PROBLEM:
Pull every line that holds the word "links" from the entries.

INFORMATION SHOWN:
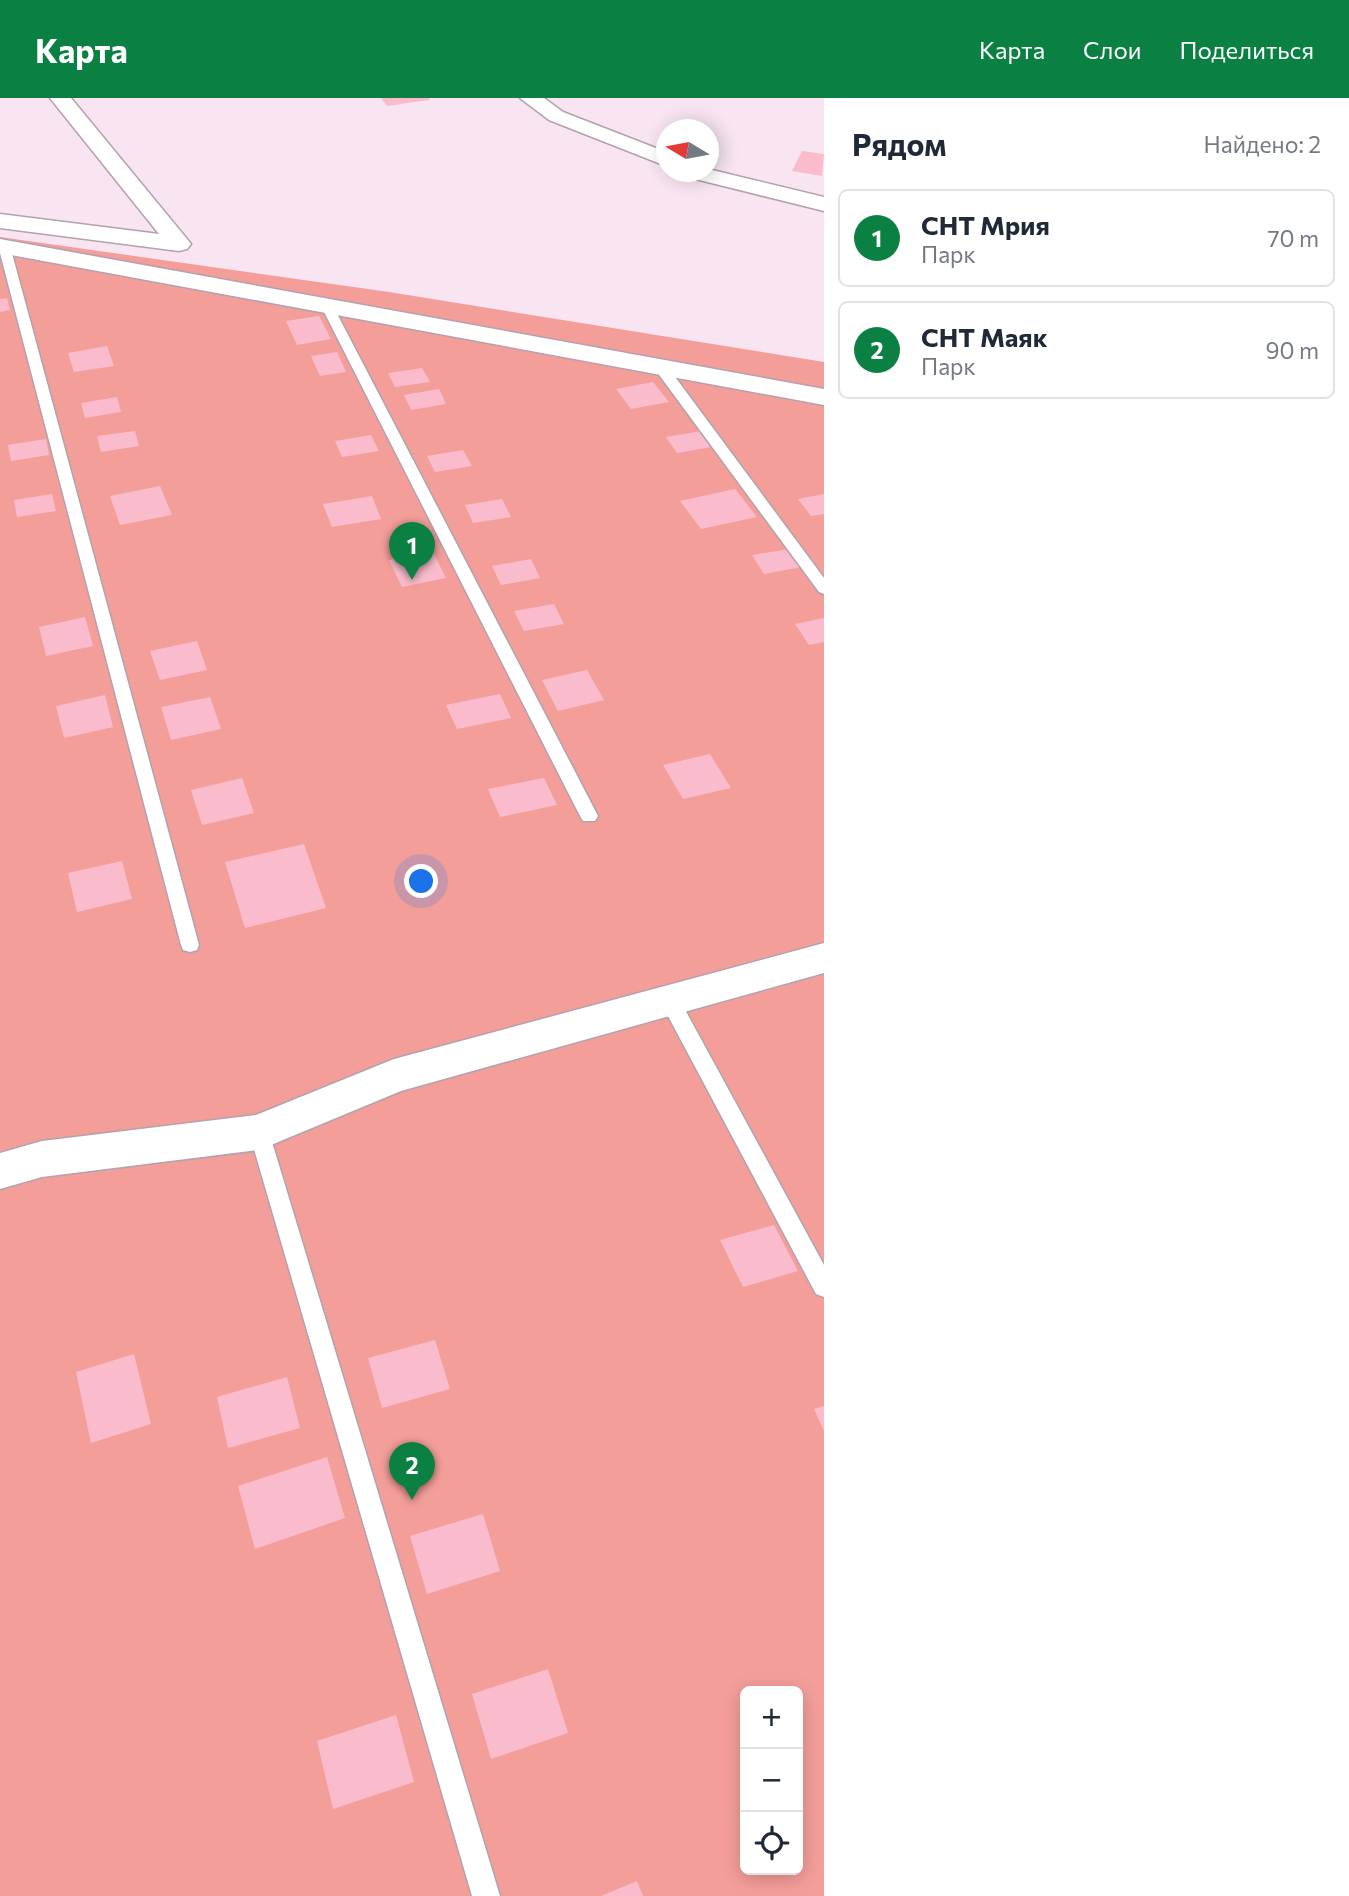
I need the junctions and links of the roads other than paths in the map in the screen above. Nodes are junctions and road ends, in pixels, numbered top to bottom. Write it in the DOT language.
* * *
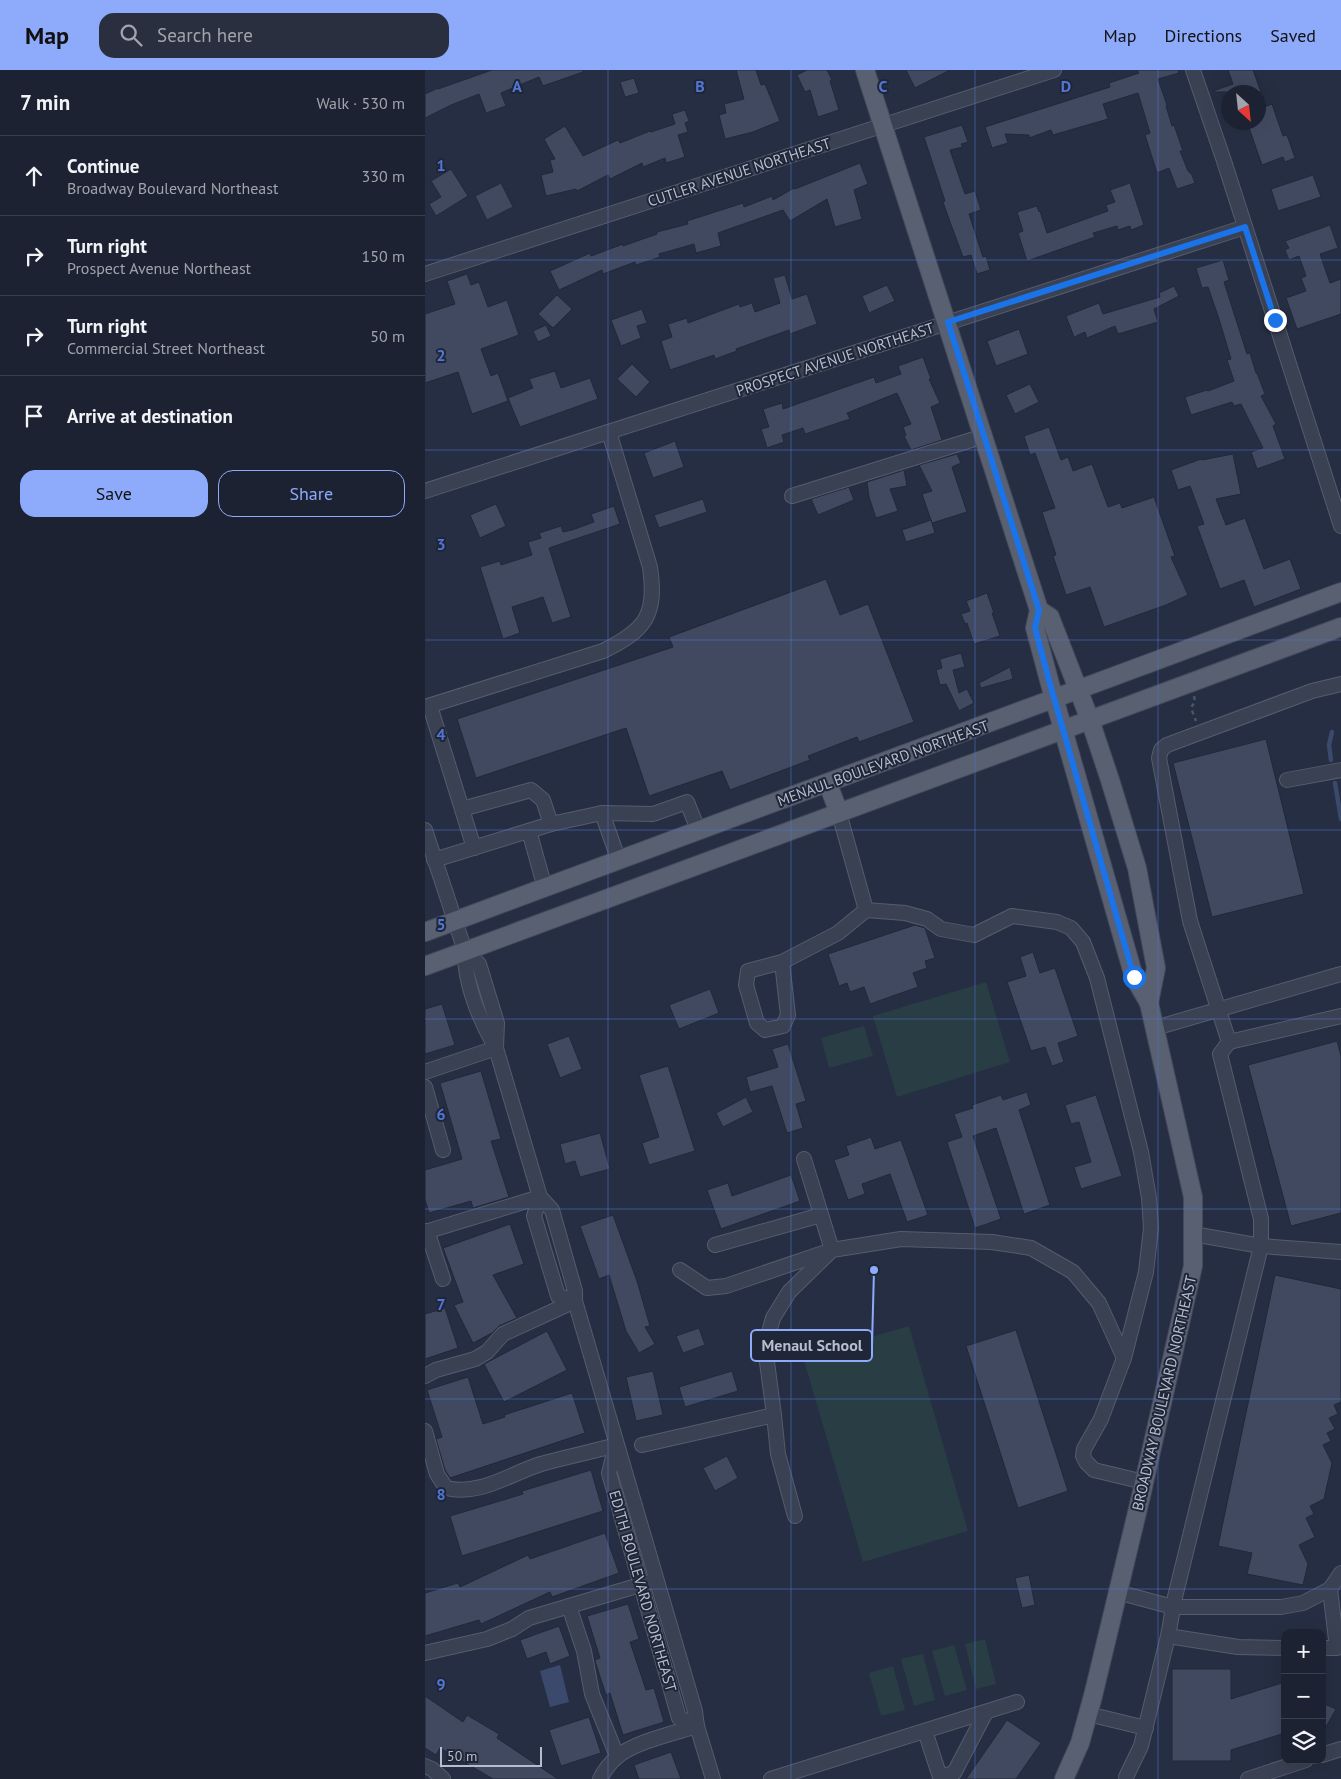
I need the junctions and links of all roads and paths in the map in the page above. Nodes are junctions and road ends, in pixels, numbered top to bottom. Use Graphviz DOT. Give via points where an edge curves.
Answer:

RESULT OF THE EXERCISE:
I need the junctions and links of the roads other than paths in the map in the screen above. Nodes are junctions and road ends, in pixels, numbered top to bottom. Write it in the DOT language.
I need the junctions and links of all roads and paths in the map in the page above. Nodes are junctions and road ends, in pixels, numbered top to bottom. Use Graphviz DOT. Give via points where an edge curves.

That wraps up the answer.